*** Materials provided ***
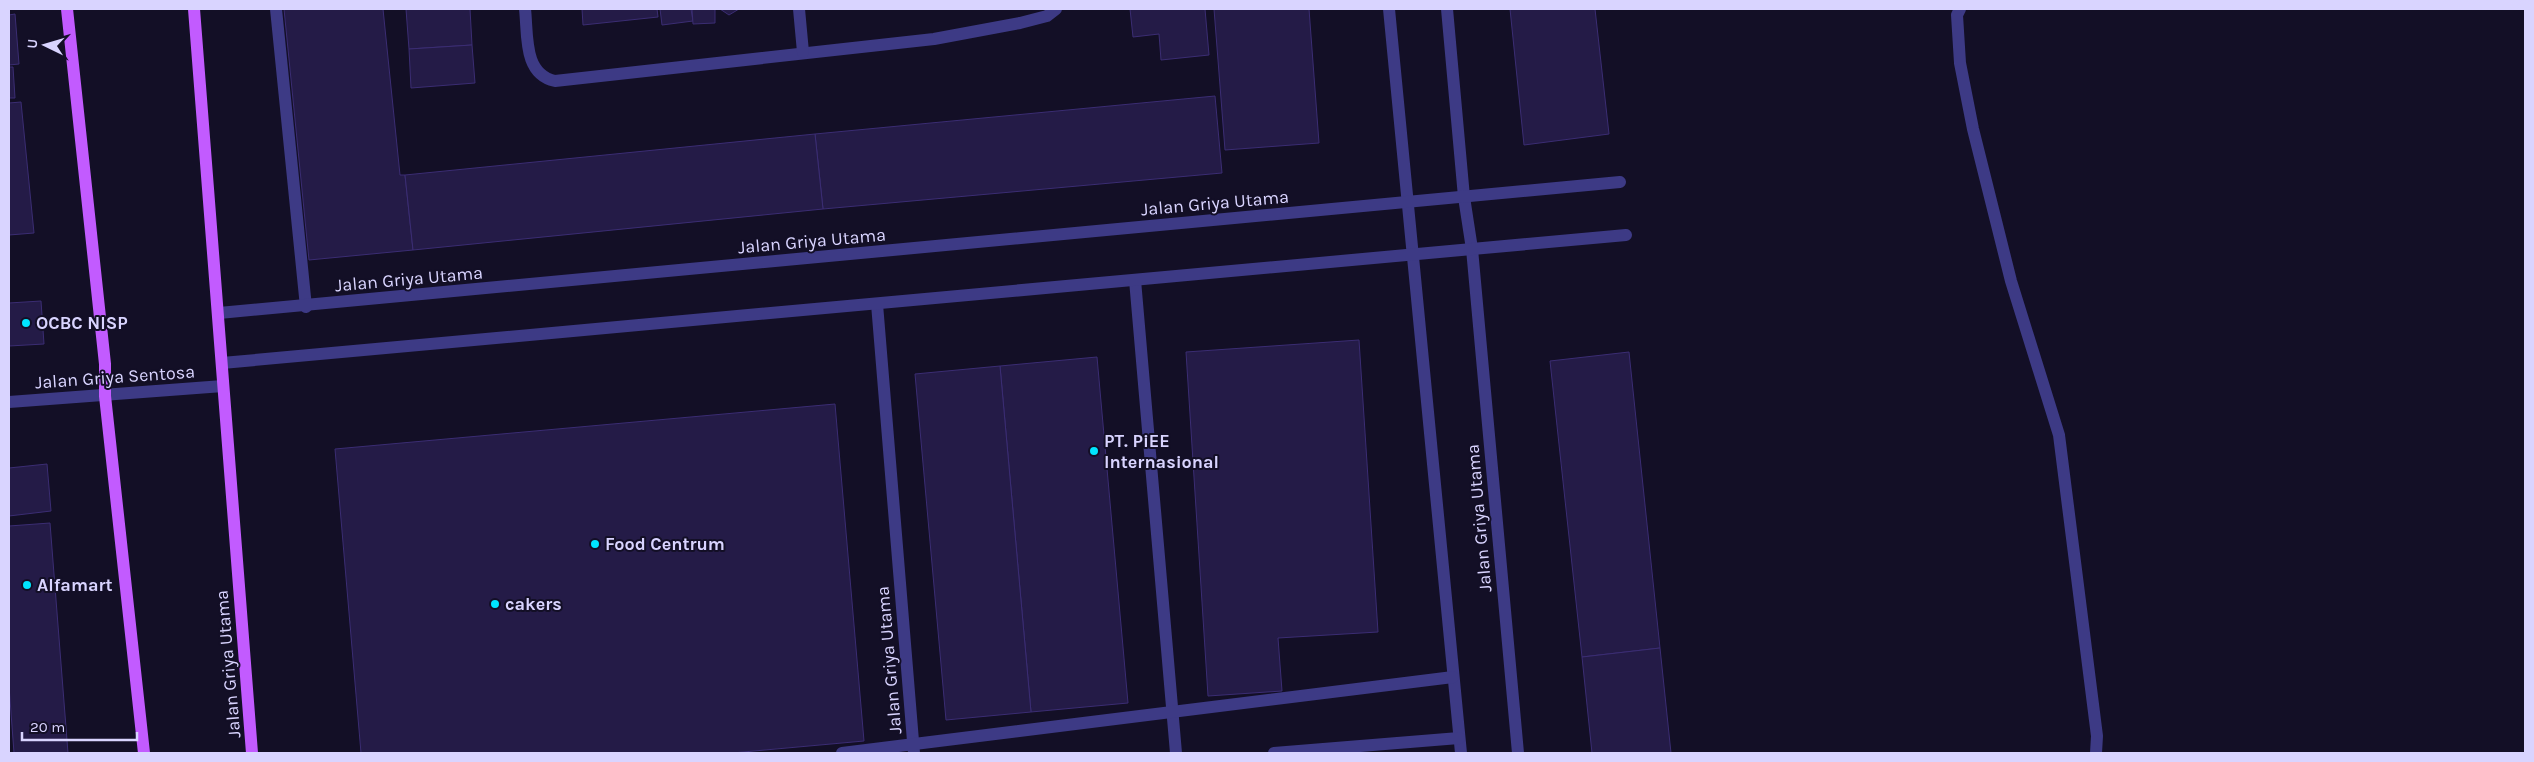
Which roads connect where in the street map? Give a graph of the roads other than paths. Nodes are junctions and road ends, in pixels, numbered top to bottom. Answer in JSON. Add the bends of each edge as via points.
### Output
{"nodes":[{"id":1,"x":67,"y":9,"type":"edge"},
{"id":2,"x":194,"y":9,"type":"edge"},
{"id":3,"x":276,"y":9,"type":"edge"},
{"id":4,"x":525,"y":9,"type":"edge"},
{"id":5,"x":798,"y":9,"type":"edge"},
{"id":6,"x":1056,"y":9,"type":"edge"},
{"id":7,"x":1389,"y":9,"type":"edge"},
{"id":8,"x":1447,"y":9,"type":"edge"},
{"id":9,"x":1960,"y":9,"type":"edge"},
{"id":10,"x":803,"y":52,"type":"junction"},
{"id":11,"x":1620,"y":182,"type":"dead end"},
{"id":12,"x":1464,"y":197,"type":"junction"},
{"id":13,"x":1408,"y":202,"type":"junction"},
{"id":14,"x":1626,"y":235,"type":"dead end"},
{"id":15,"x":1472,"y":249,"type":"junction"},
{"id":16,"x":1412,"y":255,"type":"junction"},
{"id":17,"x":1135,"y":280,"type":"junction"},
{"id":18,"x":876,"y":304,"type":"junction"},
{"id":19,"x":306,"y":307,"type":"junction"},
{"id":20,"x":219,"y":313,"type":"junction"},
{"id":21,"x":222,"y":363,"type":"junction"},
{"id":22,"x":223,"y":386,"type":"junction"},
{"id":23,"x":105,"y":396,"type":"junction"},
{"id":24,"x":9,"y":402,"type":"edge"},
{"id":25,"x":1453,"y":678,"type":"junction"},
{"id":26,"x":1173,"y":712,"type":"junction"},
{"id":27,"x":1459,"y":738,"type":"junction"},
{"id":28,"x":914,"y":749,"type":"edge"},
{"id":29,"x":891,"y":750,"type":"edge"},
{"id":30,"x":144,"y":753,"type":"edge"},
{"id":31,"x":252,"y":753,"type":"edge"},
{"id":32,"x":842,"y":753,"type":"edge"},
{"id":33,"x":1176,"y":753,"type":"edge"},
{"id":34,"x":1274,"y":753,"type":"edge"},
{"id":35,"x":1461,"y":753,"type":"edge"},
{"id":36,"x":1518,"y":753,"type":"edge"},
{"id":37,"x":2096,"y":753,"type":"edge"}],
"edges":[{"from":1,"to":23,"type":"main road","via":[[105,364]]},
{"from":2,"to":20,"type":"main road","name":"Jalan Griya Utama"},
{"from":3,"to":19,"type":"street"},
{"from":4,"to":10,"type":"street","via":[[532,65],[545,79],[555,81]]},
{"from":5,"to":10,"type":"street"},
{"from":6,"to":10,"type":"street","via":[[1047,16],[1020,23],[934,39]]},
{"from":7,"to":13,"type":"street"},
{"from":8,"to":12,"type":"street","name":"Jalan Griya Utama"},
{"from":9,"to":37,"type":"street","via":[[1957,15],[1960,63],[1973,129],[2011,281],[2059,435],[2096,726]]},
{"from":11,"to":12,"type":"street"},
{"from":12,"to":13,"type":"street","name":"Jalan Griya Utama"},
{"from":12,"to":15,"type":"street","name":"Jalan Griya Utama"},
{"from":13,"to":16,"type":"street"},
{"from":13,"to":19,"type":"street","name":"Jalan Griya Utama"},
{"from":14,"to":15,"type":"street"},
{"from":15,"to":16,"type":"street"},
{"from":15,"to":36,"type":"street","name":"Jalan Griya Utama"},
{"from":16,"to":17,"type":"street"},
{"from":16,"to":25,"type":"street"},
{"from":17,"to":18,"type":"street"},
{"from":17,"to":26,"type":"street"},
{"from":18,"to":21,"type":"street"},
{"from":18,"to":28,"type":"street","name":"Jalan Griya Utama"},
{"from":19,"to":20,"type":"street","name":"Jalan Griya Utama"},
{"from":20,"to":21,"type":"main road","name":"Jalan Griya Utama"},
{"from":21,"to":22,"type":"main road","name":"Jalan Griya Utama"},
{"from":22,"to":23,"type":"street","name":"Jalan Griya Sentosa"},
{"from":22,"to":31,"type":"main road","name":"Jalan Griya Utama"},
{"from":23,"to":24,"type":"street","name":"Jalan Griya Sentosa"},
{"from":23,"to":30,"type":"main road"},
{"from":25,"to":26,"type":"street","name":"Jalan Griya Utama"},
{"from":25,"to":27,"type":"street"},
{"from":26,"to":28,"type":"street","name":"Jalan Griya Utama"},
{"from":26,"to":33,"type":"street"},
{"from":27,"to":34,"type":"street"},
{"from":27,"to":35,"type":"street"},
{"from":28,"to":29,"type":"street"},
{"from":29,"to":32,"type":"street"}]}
*** End of Materials provided ***
**Your assignment**
Everything in the entries must be written out exactly; the pictures stay out.

**Output of the exercise**
Which roads connect where in the street map? Give a graph of the roads other than paths. Nodes are junctions and road ends, in pixels, numbered top to bottom. Answer in JSON. Add the bends of each edge as via points.
### Output
{"nodes":[{"id":1,"x":67,"y":9,"type":"edge"},
{"id":2,"x":194,"y":9,"type":"edge"},
{"id":3,"x":276,"y":9,"type":"edge"},
{"id":4,"x":525,"y":9,"type":"edge"},
{"id":5,"x":798,"y":9,"type":"edge"},
{"id":6,"x":1056,"y":9,"type":"edge"},
{"id":7,"x":1389,"y":9,"type":"edge"},
{"id":8,"x":1447,"y":9,"type":"edge"},
{"id":9,"x":1960,"y":9,"type":"edge"},
{"id":10,"x":803,"y":52,"type":"junction"},
{"id":11,"x":1620,"y":182,"type":"dead end"},
{"id":12,"x":1464,"y":197,"type":"junction"},
{"id":13,"x":1408,"y":202,"type":"junction"},
{"id":14,"x":1626,"y":235,"type":"dead end"},
{"id":15,"x":1472,"y":249,"type":"junction"},
{"id":16,"x":1412,"y":255,"type":"junction"},
{"id":17,"x":1135,"y":280,"type":"junction"},
{"id":18,"x":876,"y":304,"type":"junction"},
{"id":19,"x":306,"y":307,"type":"junction"},
{"id":20,"x":219,"y":313,"type":"junction"},
{"id":21,"x":222,"y":363,"type":"junction"},
{"id":22,"x":223,"y":386,"type":"junction"},
{"id":23,"x":105,"y":396,"type":"junction"},
{"id":24,"x":9,"y":402,"type":"edge"},
{"id":25,"x":1453,"y":678,"type":"junction"},
{"id":26,"x":1173,"y":712,"type":"junction"},
{"id":27,"x":1459,"y":738,"type":"junction"},
{"id":28,"x":914,"y":749,"type":"edge"},
{"id":29,"x":891,"y":750,"type":"edge"},
{"id":30,"x":144,"y":753,"type":"edge"},
{"id":31,"x":252,"y":753,"type":"edge"},
{"id":32,"x":842,"y":753,"type":"edge"},
{"id":33,"x":1176,"y":753,"type":"edge"},
{"id":34,"x":1274,"y":753,"type":"edge"},
{"id":35,"x":1461,"y":753,"type":"edge"},
{"id":36,"x":1518,"y":753,"type":"edge"},
{"id":37,"x":2096,"y":753,"type":"edge"}],
"edges":[{"from":1,"to":23,"type":"main road","via":[[105,364]]},
{"from":2,"to":20,"type":"main road","name":"Jalan Griya Utama"},
{"from":3,"to":19,"type":"street"},
{"from":4,"to":10,"type":"street","via":[[532,65],[545,79],[555,81]]},
{"from":5,"to":10,"type":"street"},
{"from":6,"to":10,"type":"street","via":[[1047,16],[1020,23],[934,39]]},
{"from":7,"to":13,"type":"street"},
{"from":8,"to":12,"type":"street","name":"Jalan Griya Utama"},
{"from":9,"to":37,"type":"street","via":[[1957,15],[1960,63],[1973,129],[2011,281],[2059,435],[2096,726]]},
{"from":11,"to":12,"type":"street"},
{"from":12,"to":13,"type":"street","name":"Jalan Griya Utama"},
{"from":12,"to":15,"type":"street","name":"Jalan Griya Utama"},
{"from":13,"to":16,"type":"street"},
{"from":13,"to":19,"type":"street","name":"Jalan Griya Utama"},
{"from":14,"to":15,"type":"street"},
{"from":15,"to":16,"type":"street"},
{"from":15,"to":36,"type":"street","name":"Jalan Griya Utama"},
{"from":16,"to":17,"type":"street"},
{"from":16,"to":25,"type":"street"},
{"from":17,"to":18,"type":"street"},
{"from":17,"to":26,"type":"street"},
{"from":18,"to":21,"type":"street"},
{"from":18,"to":28,"type":"street","name":"Jalan Griya Utama"},
{"from":19,"to":20,"type":"street","name":"Jalan Griya Utama"},
{"from":20,"to":21,"type":"main road","name":"Jalan Griya Utama"},
{"from":21,"to":22,"type":"main road","name":"Jalan Griya Utama"},
{"from":22,"to":23,"type":"street","name":"Jalan Griya Sentosa"},
{"from":22,"to":31,"type":"main road","name":"Jalan Griya Utama"},
{"from":23,"to":24,"type":"street","name":"Jalan Griya Sentosa"},
{"from":23,"to":30,"type":"main road"},
{"from":25,"to":26,"type":"street","name":"Jalan Griya Utama"},
{"from":25,"to":27,"type":"street"},
{"from":26,"to":28,"type":"street","name":"Jalan Griya Utama"},
{"from":26,"to":33,"type":"street"},
{"from":27,"to":34,"type":"street"},
{"from":27,"to":35,"type":"street"},
{"from":28,"to":29,"type":"street"},
{"from":29,"to":32,"type":"street"}]}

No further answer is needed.